Do not notify gaming platforms of the death unless you have decided to formally close the account. Once a platform is notified, they may immediately lock or close the account, cutting off informal family access to the game library. Consider carefully whether formal closure is what the family wants before making contact.

In-game currency and virtual items with real-money value

Many games feature in-game currencies and virtual items that were purchased with real money and have quantifiable monetary value:

  • Roblox Robux: purchased with real money; the balance has a known sterling equivalent. Roblox's terms prohibit transfer but large balances may be worth enquiring about
  • Fortnite V-Bucks: Epic Games' in-game currency; a significant balance has real value but Epic's terms do not permit transfer or estate claims
  • FIFA/EA FC Ultimate Team coins and player cards: these have a vibrant secondary market and real monetary value, but EA's terms prohibit any form of transfer or inheritance
  • Steam Wallet balance: real money held in the Steam account. This is not subject to the same licensing issues as games — it is a cash balance — and it may be worth contacting Valve about recovering it for the estate

The practical position for executors is frustrating: these assets have genuine value but are typically unrecoverable through formal legal channels. The most pragmatic approach for most estates is to access the account informally using the deceased's credentials and either spend down in-game currency within the game or simply note the account in the estate accounts as an asset whose recovery is not achievable.

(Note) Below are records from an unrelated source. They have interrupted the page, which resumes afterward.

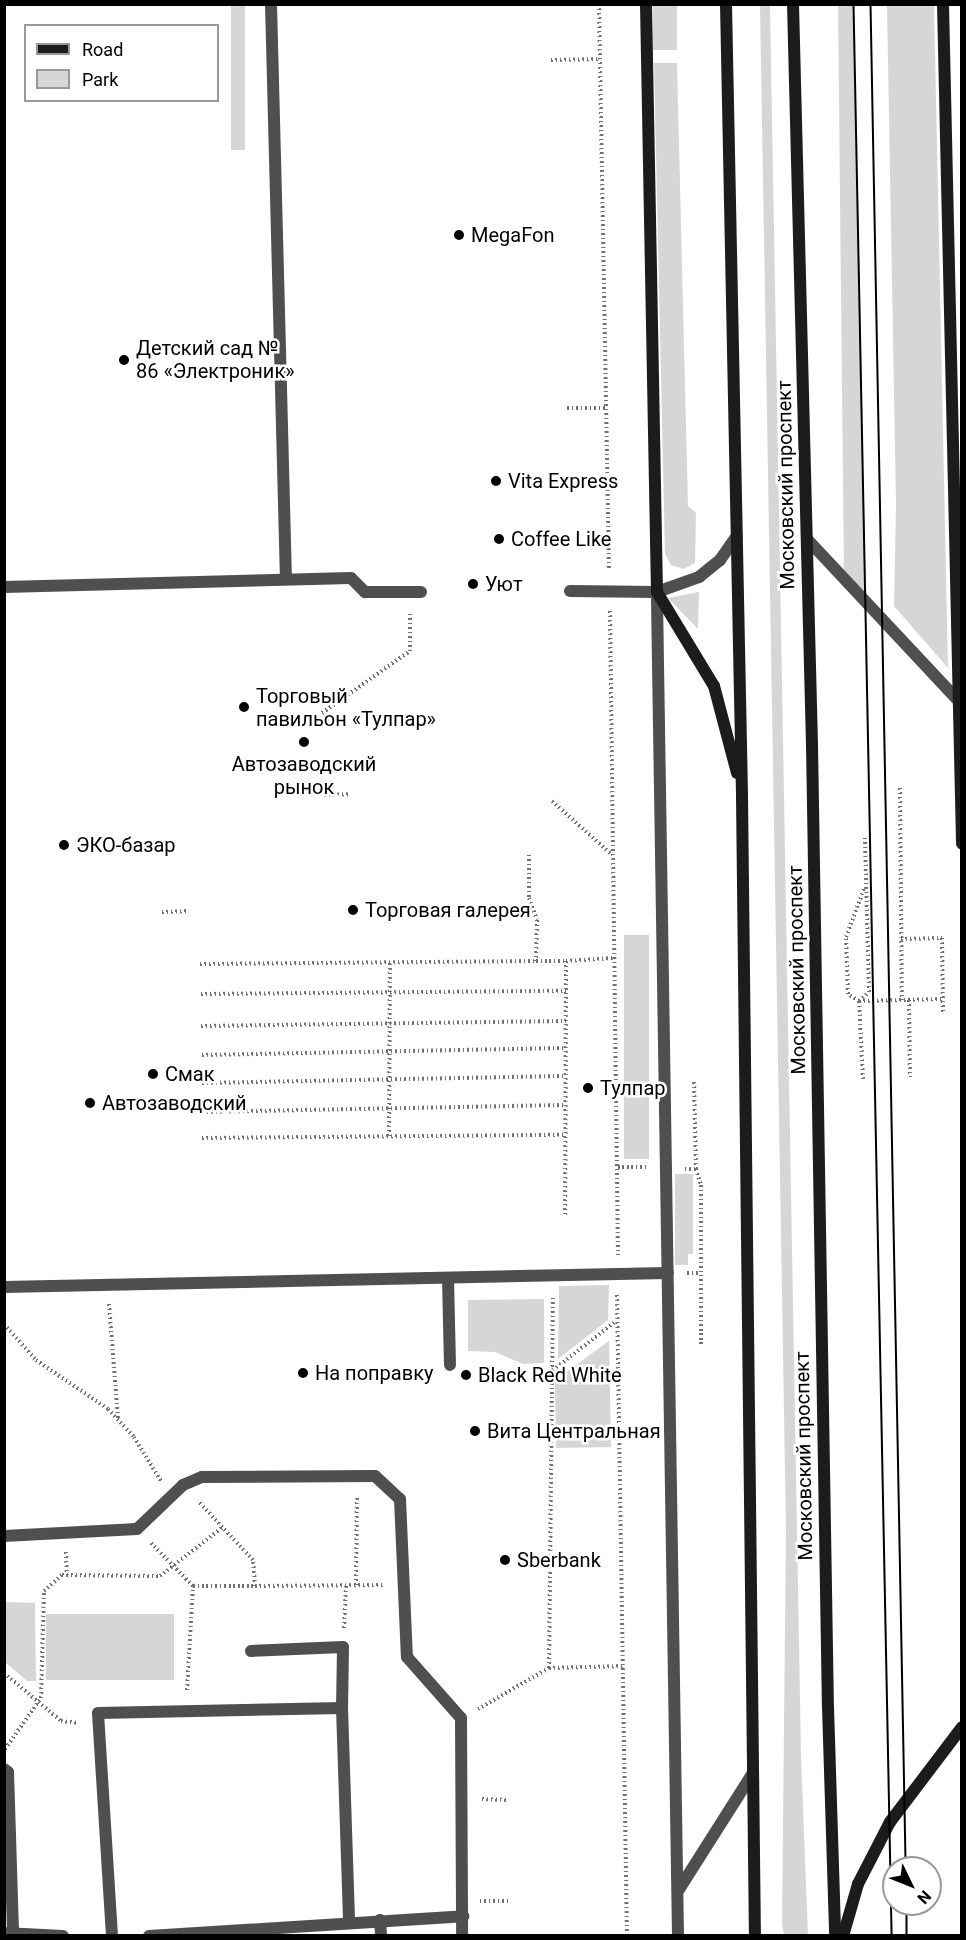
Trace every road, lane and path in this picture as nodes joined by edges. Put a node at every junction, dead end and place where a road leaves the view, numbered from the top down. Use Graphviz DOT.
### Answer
graph roads {
  1 [pos="271,4"];
  2 [pos="645,4"];
  3 [pos="726,4"];
  4 [pos="793,4"];
  5 [pos="944,4"];
  6 [pos="600,59"];
  7 [pos="551,60"];
  8 [pos="567,408"];
  9 [pos="606,408"];
  10 [pos="737,536"];
  11 [pos="807,539"];
  12 [pos="286,579"];
  13 [pos="4,587"];
  14 [pos="570,591"];
  15 [pos="416,592"];
  16 [pos="657,592"];
  17 [pos="959,698"];
  18 [pos="322,713"];
  19 [pos="900,788"];
  20 [pos="349,794"];
  21 [pos="324,795"];
  22 [pos="742,796"];
  23 [pos="552,801"];
  24 [pos="865,835"];
  25 [pos="962,844"];
  26 [pos="612,854"];
  27 [pos="529,855"];
  28 [pos="866,885"];
  29 [pos="517,908"];
  30 [pos="532,908"];
  31 [pos="188,911"];
  32 [pos="162,912"];
  33 [pos="901,939"];
  34 [pos="613,958"];
  35 [pos="566,961"];
  36 [pos="390,962"];
  37 [pos="536,962"];
  38 [pos="200,964"];
  39 [pos="566,991"];
  40 [pos="390,993"];
  41 [pos="201,994"];
  42 [pos="943,999"];
  43 [pos="902,1000"];
  44 [pos="909,1000"];
  45 [pos="860,1001"];
  46 [pos="943,1012"];
  47 [pos="566,1021"];
  48 [pos="390,1024"];
  49 [pos="201,1026"];
  50 [pos="566,1048"];
  51 [pos="390,1052"];
  52 [pos="202,1056"];
  53 [pos="566,1076"];
  54 [pos="910,1077"];
  55 [pos="390,1079"];
  56 [pos="863,1079"];
  57 [pos="694,1082"];
  58 [pos="202,1083"];
  59 [pos="566,1105"];
  60 [pos="389,1108"];
  61 [pos="202,1112"];
  62 [pos="565,1135"];
  63 [pos="389,1136"];
  64 [pos="202,1138"];
  65 [pos="653,1167"];
  66 [pos="677,1168"];
  67 [pos="696,1169"];
  68 [pos="618,1180"];
  69 [pos="610,1181"];
  70 [pos="565,1216"];
  71 [pos="618,1257"];
  72 [pos="668,1274"];
  73 [pos="553,1276"];
  74 [pos="448,1278"];
  75 [pos="108,1285"];
  76 [pos="4,1287"];
  77 [pos="618,1288"];
  78 [pos="616,1322"];
  79 [pos="4,1324"];
  80 [pos="701,1345"];
  81 [pos="450,1365"];
  82 [pos="549,1373"];
  83 [pos="118,1419"];
  84 [pos="357,1476"];
  85 [pos="183,1485"];
  86 [pos="170,1496"];
  87 [pos="223,1527"];
  88 [pos="137,1529"];
  89 [pos="4,1536"];
  90 [pos="174,1567"];
  91 [pos="346,1585"];
  92 [pos="404,1585"];
  93 [pos="192,1586"];
  94 [pos="255,1586"];
  95 [pos="356,1586"];
  96 [pos="345,1621"];
  97 [pos="251,1651"];
  98 [pos="624,1666"];
  99 [pos="549,1668"];
  100 [pos="4,1673"];
  101 [pos="38,1702"];
  102 [pos="342,1708"];
  103 [pos="186,1711"];
  104 [pos="461,1719"];
  105 [pos="97,1725"];
  106 [pos="962,1727"];
  107 [pos="4,1749"];
  108 [pos="4,1768"];
  109 [pos="753,1773"];
  110 [pos="462,1799"];
  111 [pos="508,1800"];
  112 [pos="677,1892"];
  113 [pos="462,1901"];
  114 [pos="510,1901"];
  115 [pos="463,1916"];
  116 [pos="380,1920"];
  117 [pos="349,1923"];
  118 [pos="9,1933"];
  119 [pos="194,1934"];
  120 [pos="63,1935"];
  121 [pos="112,1935"];
  122 [pos="149,1935"];
  123 [pos="381,1935"];
  124 [pos="462,1935"];
  125 [pos="627,1935"];
  126 [pos="678,1935"];
  127 [pos="755,1935"];
  128 [pos="835,1935"];
  129 [pos="843,1935"];
  1 -- 12 [label="street"];
  2 -- 16 [label="main road"];
  3 -- 10 [label="main road"];
  4 -- 11 [label="main road, Московский проспект"];
  5 -- 17 [label="main road"];
  6 -- 7 [label="path"];
  8 -- 9 [label="path"];
  10 -- 16 [label="street"];
  10 -- 22 [label="main road"];
  11 -- 17 [label="street"];
  11 -- 128 [label="main road, Московский проспект"];
  12 -- 13 [label="street"];
  12 -- 15 [label="street"];
  14 -- 16 [label="street"];
  15 -- 18 [label="path"];
  16 -- 22 [label="main road"];
  16 -- 72 [label="street"];
  17 -- 25 [label="main road"];
  19 -- 33 [label="path"];
  20 -- 21 [label="path"];
  22 -- 109 [label="main road"];
  23 -- 26 [label="path"];
  24 -- 28 [label="path"];
  27 -- 30 [label="path"];
  28 -- 45 [label="path"];
  28 -- 45 [label="path"];
  29 -- 30 [label="path"];
  30 -- 37 [label="path"];
  31 -- 32 [label="path"];
  33 -- 42 [label="path"];
  33 -- 43 [label="path"];
  34 -- 35 [label="path"];
  35 -- 37 [label="path"];
  35 -- 39 [label="path"];
  36 -- 37 [label="path"];
  36 -- 38 [label="path"];
  36 -- 40 [label="path"];
  39 -- 40 [label="path"];
  39 -- 47 [label="path"];
  40 -- 41 [label="path"];
  40 -- 48 [label="path"];
  42 -- 44 [label="path"];
  42 -- 46 [label="path"];
  43 -- 44 [label="path"];
  43 -- 45 [label="path"];
  44 -- 54 [label="path"];
  45 -- 56 [label="path"];
  47 -- 48 [label="path"];
  47 -- 50 [label="path"];
  48 -- 49 [label="path"];
  48 -- 51 [label="path"];
  50 -- 51 [label="path"];
  50 -- 53 [label="path"];
  51 -- 52 [label="path"];
  51 -- 55 [label="path"];
  53 -- 55 [label="path"];
  53 -- 59 [label="path"];
  55 -- 58 [label="path"];
  55 -- 60 [label="path"];
  57 -- 67 [label="path"];
  59 -- 60 [label="path"];
  59 -- 62 [label="path"];
  60 -- 61 [label="path"];
  60 -- 63 [label="path"];
  62 -- 63 [label="path"];
  62 -- 70 [label="path"];
  63 -- 64 [label="path"];
  65 -- 68 [label="path"];
  66 -- 67 [label="path"];
  67 -- 80 [label="path"];
  68 -- 69 [label="path"];
  68 -- 71 [label="path"];
  72 -- 73 [label="street"];
  72 -- 112 [label="street"];
  73 -- 74 [label="street"];
  73 -- 82 [label="path"];
  74 -- 75 [label="street"];
  74 -- 81 [label="street"];
  75 -- 76 [label="street"];
  75 -- 83 [label="path"];
  77 -- 78 [label="path"];
  78 -- 82 [label="path"];
  78 -- 98 [label="path"];
  79 -- 83 [label="path"];
  82 -- 99 [label="path"];
  83 -- 86 [label="path"];
  84 -- 85 [label="street"];
  84 -- 92 [label="street"];
  84 -- 95 [label="path"];
  85 -- 86 [label="street"];
  85 -- 87 [label="path"];
  86 -- 88 [label="street"];
  87 -- 90 [label="path"];
  87 -- 94 [label="path"];
  88 -- 89 [label="street"];
  88 -- 90 [label="path"];
  90 -- 93 [label="path"];
  90 -- 101 [label="path"];
  91 -- 94 [label="path"];
  91 -- 95 [label="path"];
  91 -- 96 [label="path"];
  92 -- 95 [label="path"];
  92 -- 104 [label="street"];
  93 -- 94 [label="path"];
  93 -- 103 [label="path"];
  97 -- 102 [label="street"];
  98 -- 99 [label="path"];
  98 -- 125 [label="path"];
  99 -- 104 [label="path"];
  100 -- 101 [label="path"];
  101 -- 105 [label="path"];
  101 -- 107 [label="path"];
  102 -- 103 [label="street"];
  102 -- 117 [label="street"];
  103 -- 105 [label="street"];
  104 -- 110 [label="street"];
  105 -- 121 [label="street"];
  106 -- 129 [label="main road"];
  108 -- 118 [label="street"];
  109 -- 112 [label="street"];
  109 -- 127 [label="main road"];
  110 -- 111 [label="path"];
  110 -- 113 [label="street"];
  112 -- 126 [label="street"];
  113 -- 114 [label="path"];
  113 -- 115 [label="street"];
  115 -- 116 [label="street"];
  115 -- 124 [label="street"];
  116 -- 117 [label="street"];
  116 -- 123 [label="street"];
  117 -- 119 [label="street"];
  118 -- 120 [label="street"];
  119 -- 122 [label="street"];
}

NFT gaming assets: the genuine exception

Non-fungible tokens (NFTs) used in gaming represent a fundamentally different situation from traditional in-game items. NFT game assets are actual tokens recorded on a blockchain — the player genuinely owns the token, not merely a licence to use it. This ownership is entirely separate from the game platform's terms of service.

Examples include NFT characters and items in blockchain games such as Axie Infinity, Gods Unchained, and various other play-to-earn games. The NFTs are held in the player's cryptocurrency wallet, not in the game platform's servers.

Because NFT gaming assets are held in a personal cryptocurrency wallet, the same rules apply as for cryptocurrency generally: the executor needs access to the private key or seed phrase to access the wallet. If the wallet can be accessed, the NFTs it contains are estate assets that can be valued, held, sold, or transferred to beneficiaries. For valuation, use the floor price of the relevant NFT collection on the date of death as a starting point, though specialist advice is recommended for significant holdings.

Digital inheritance planning for gamers

The gaming industry's approach to death and inheritance is increasingly being challenged by the growth of digital asset values. For anyone with significant gaming assets, pre-death planning is becoming increasingly important:

  • Include gaming account credentials (username, password, and any recovery codes) in a secure letter of wishes kept with the will or with a solicitor — this gives family members practical access even if legal title is unclear
  • For NFT assets, ensure seed phrases for cryptocurrency wallets are securely documented and accessible to the executor
  • Consider listing gaming accounts and digital assets in a separate digital assets letter, noting where credentials can be found and what the family member wishes to happen to each account
  • Keep note of approximate values of significant game libraries or in-game collections, particularly if they were purchased over time and the total value may not be immediately obvious to an executor

The Law Commission has noted the lack of clarity in UK law around digital assets and inheritance, and reform may come in future years. For now, practical documentation remains the most effective approach for families and executors navigating this relatively new area of estate administration.